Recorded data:
=====

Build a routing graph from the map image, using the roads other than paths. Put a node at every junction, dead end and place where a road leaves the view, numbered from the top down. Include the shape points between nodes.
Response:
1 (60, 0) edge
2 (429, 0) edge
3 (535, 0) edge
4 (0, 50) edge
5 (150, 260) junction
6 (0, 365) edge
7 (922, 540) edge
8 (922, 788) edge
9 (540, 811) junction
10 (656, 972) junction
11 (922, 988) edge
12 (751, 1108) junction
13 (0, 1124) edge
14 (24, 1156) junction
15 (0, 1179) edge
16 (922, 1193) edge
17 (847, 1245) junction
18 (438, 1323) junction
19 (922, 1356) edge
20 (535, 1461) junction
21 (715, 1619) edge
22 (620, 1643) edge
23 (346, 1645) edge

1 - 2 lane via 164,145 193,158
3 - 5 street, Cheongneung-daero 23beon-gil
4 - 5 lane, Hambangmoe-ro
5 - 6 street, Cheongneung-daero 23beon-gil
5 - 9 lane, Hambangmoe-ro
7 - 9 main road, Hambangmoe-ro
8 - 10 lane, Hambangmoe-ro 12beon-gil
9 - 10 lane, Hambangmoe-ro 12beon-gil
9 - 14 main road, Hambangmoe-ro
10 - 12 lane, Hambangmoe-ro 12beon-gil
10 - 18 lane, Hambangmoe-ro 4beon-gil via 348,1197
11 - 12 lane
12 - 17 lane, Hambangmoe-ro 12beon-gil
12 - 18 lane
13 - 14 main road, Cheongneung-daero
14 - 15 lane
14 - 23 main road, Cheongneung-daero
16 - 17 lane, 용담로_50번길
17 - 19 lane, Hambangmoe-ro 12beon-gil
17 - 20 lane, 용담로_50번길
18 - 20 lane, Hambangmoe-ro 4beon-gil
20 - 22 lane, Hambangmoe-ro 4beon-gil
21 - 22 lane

=====

Report how many lines in the records hold the word "main", giving the number and nothing else.

[Reply] 4